Basho, Issa, Buson, and Noyes wrote the poems selected for this week.  


The 24 Solar Terms 

The 24 solar terms were created by farmers in ancient China  (206 BCE and 24 CE) to help guide their agricultural activities. Each solar term is 15 days long and is based on the climate around Xi’an, the capital of China during the Han Dynasty (206 BCE to 220 CE). (1)

Clear and Bright

Clear and Bright is the fifth Solar Term of the year and the fifth Solar Term of Spring. Qingming (清明) is the Chinese name for this season. During Qingming (清明) people take time to honor their ancestors.  The Qingming Festival (April 04) is one of the four traditional festivals of China.(2)

Cold Food Festival

The Cold Food Festival, or Hanshi Festival (寒食节), is a traditional festival held on Tomb Sweeping Day. This festival honors the death of a Jin nobleman named Jie Zitui in the 7th century BCE.  During the Cold Food Festival, no fires are made including fires used in cooking.(3)

The Legend Of Jie Zitui

In early 600 BCE, Prince Ji Chong’er was wrongly forced into exile.  Ji Chong’er was accompanied in exile by 15 of his noblemen.  One of these noblemen was Jie Zitui.  At a particularly difficult time in exile, when the group had no food, Jie Zitui cut a piece of flesh from his thigh and made it into a soup to relieve Ji Chong’er’s hunger.(4)

In 636 BCE, Ji Chong’er was reinstalled as Duke of Jin.  Ji Chong’er was very gracious to those who supported him in exile. However, he forgot about Ji Zitui.  Feeling discarded, Ji Zitui retreated to the forest of Mt. Mian to live in solitude.  Duke Ji Chong’er eventually tried to lure Ji Zitui back to his court, but Ji Zitui refused. This annoyed Ji Chong’er who ordered his men to set fire to the forest of Mt. Mian hoping to smoke Ji Zitui out and bring him back to the court.  But, Ji Chong’er’s plan failed and Ji Zitui burned to death on the mountain.(4) After realizing what had happened, Ji Chong’er instituted the Cold Food Festival to honor Ji Zitui. 

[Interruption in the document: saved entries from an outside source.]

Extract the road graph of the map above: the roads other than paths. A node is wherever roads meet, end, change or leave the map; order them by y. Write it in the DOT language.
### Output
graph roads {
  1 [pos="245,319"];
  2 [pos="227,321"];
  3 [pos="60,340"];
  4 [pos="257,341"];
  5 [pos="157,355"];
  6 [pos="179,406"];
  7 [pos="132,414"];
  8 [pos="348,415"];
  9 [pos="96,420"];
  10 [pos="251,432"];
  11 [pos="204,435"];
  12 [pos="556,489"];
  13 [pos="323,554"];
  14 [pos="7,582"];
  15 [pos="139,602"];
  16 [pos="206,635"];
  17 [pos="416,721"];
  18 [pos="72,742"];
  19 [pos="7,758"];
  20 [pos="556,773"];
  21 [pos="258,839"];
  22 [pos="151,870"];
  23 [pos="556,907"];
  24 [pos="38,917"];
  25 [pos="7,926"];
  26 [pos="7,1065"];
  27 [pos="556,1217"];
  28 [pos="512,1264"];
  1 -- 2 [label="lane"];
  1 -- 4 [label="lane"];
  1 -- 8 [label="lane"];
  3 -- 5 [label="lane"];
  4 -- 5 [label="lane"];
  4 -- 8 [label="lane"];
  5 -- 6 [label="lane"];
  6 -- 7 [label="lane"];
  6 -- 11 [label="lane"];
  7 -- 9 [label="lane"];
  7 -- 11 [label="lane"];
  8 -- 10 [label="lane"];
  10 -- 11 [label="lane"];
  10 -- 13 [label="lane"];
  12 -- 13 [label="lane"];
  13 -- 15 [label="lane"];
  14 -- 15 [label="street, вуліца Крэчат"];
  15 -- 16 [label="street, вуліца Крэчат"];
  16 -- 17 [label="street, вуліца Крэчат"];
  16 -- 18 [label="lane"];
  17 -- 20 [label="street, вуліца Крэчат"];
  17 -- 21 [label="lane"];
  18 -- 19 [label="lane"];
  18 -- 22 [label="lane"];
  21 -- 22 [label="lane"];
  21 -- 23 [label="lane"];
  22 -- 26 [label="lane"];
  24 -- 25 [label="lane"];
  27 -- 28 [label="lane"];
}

Initially, this festival was held mid-winter and lasted for about a month.  Later, it was shortened to three days and held during Qingming.  Now it is a single-day observance held on Tomb-Sweeping Day.(4) 


The 72 Seasons

The 72-season calendar was established in 1685 by Japanese astronomer Shibukawa Shunkai.  Each season lasts for about 5 days and offers “a poetic journey through the Japanese year in which the land awakens and blooms with life and activity before returning to slumber.”(4)

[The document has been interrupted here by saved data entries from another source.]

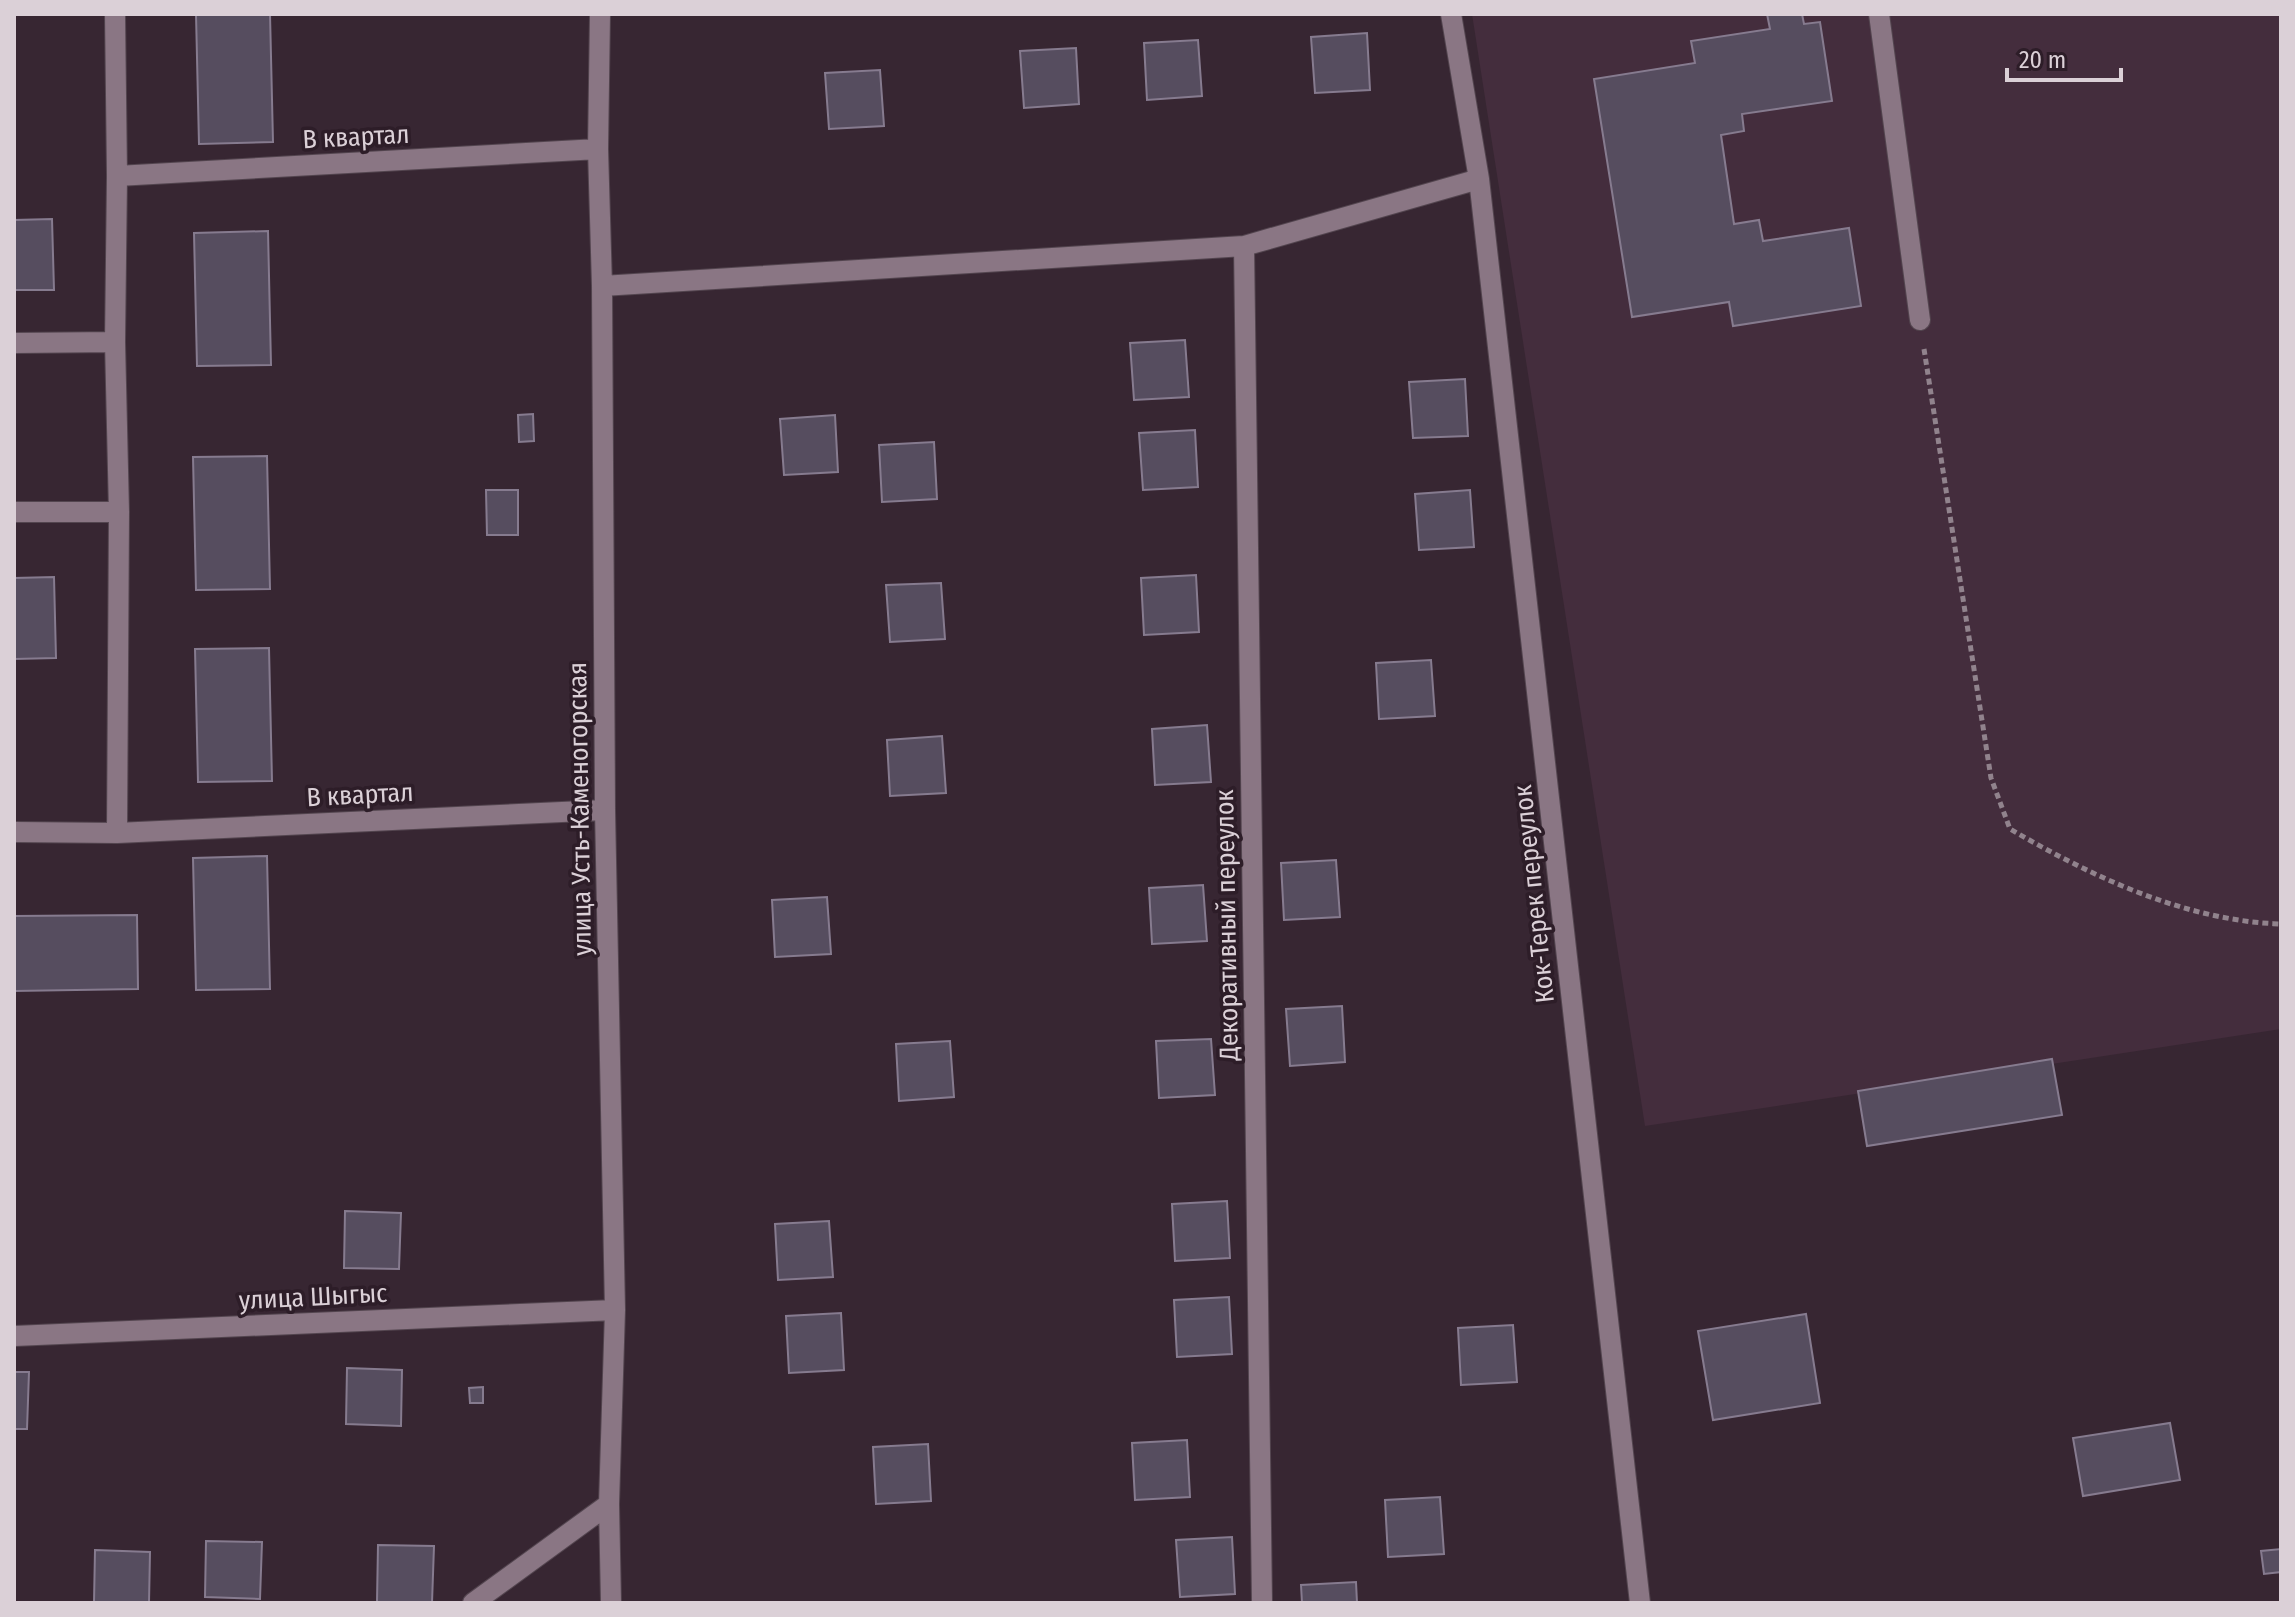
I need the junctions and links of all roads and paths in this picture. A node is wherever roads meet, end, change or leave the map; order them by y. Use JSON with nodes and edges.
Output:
{"nodes":[{"id":1,"x":115,"y":14,"type":"edge"},
{"id":2,"x":600,"y":14,"type":"edge"},
{"id":3,"x":1451,"y":14,"type":"edge"},
{"id":4,"x":1879,"y":14,"type":"edge"},
{"id":5,"x":598,"y":149,"type":"junction"},
{"id":6,"x":117,"y":176,"type":"junction"},
{"id":7,"x":1479,"y":179,"type":"junction"},
{"id":8,"x":1244,"y":246,"type":"junction"},
{"id":9,"x":602,"y":286,"type":"junction"},
{"id":10,"x":1920,"y":320,"type":"joint"},
{"id":11,"x":115,"y":342,"type":"junction"},
{"id":12,"x":14,"y":343,"type":"edge"},
{"id":13,"x":14,"y":512,"type":"edge"},
{"id":14,"x":119,"y":512,"type":"junction"},
{"id":15,"x":605,"y":810,"type":"junction"},
{"id":16,"x":14,"y":832,"type":"edge"},
{"id":17,"x":117,"y":833,"type":"junction"},
{"id":18,"x":2281,"y":924,"type":"edge"},
{"id":19,"x":615,"y":1310,"type":"junction"},
{"id":20,"x":14,"y":1336,"type":"edge"},
{"id":21,"x":609,"y":1504,"type":"junction"},
{"id":22,"x":473,"y":1603,"type":"edge"},
{"id":23,"x":611,"y":1603,"type":"edge"},
{"id":24,"x":1262,"y":1603,"type":"edge"},
{"id":25,"x":1640,"y":1603,"type":"edge"}],
"edges":[{"from":1,"to":6,"type":"street"},
{"from":2,"to":5,"type":"street","name":"улица Усть-Каменогорская"},
{"from":3,"to":7,"type":"street","name":"Кок-Терек переулок"},
{"from":4,"to":10,"type":"street"},
{"from":5,"to":6,"type":"street","name":"В квартал"},
{"from":5,"to":9,"type":"street","name":"улица Усть-Каменогорская"},
{"from":6,"to":11,"type":"street"},
{"from":7,"to":8,"type":"street"},
{"from":7,"to":25,"type":"street","name":"Кок-Терек переулок"},
{"from":8,"to":9,"type":"street"},
{"from":8,"to":24,"type":"street","name":"Декоративный переулок"},
{"from":9,"to":15,"type":"street","name":"улица Усть-Каменогорская"},
{"from":10,"to":18,"type":"path"},
{"from":11,"to":12,"type":"street"},
{"from":11,"to":14,"type":"street"},
{"from":13,"to":14,"type":"street"},
{"from":14,"to":17,"type":"street"},
{"from":15,"to":17,"type":"street","name":"В квартал"},
{"from":15,"to":19,"type":"street","name":"улица Усть-Каменогорская"},
{"from":16,"to":17,"type":"street","name":"В квартал"},
{"from":19,"to":20,"type":"street","name":"улица Шыгыс"},
{"from":19,"to":21,"type":"street","name":"улица Усть-Каменогорская"},
{"from":21,"to":22,"type":"street"},
{"from":21,"to":23,"type":"street","name":"улица Усть-Каменогорская"}]}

This week we have the micro-seasons of “Swallows Return” (Apr 05 – Apr 09) and “Wild Geese Fly North” (Apr 10 – Apr 14).

The White-Fronted Goose

The White-Fronted Goose makes up 90% of the geese found in Japan.(5)  The White-Fronted Goose is divided into two separate sub-species: Greater White-Fronted Geese (Anser albifrons) and Lesser White-Fronted Geese (Anser erythropus), and the Greater White-fronted Goose is the dominant species. 

The Greater White-Fronted Goose is a medium-sized, heavy-bodied bird with stocky legs, a small bill, and a short neck.(7) These birds average about 25.2-31.9 in. (64-81 cm) long and can have a wingspan of about 53.1 in (135 cm).  The adult birds are “mostly brown with white feathering around the base of a pinkish-orange bill. Black barring marks the belly and the under tail is white.”(7) While the birds are flying, an observer can see a white “U” at the base of the tail. When the birds are standing still, an observer will be able to see a thin white line that goes across their side. 

The Lesser White-Fronted Goose is similar to the Greater White-Fronted Goose but smaller and more compact.  This goose averages about 21–26 in. (53–66 cm) long with a wingspan of about 47–53 in (120–135 cm).(8)  This goose is also described as having “a rather oval, ‘high-crowned’ head with a steep forehead . . . and relatively long wings which project well beyond the tail-tip.”(6)

Migration Pattern

The White-Fronted Goose spends its winters in Japan. In late March or early April, these geese leave and head to their summer homes in Siberia.  In September and early October, the white-fronted geese return from Siberia and take up residents on the marshes and rice paddies.(5)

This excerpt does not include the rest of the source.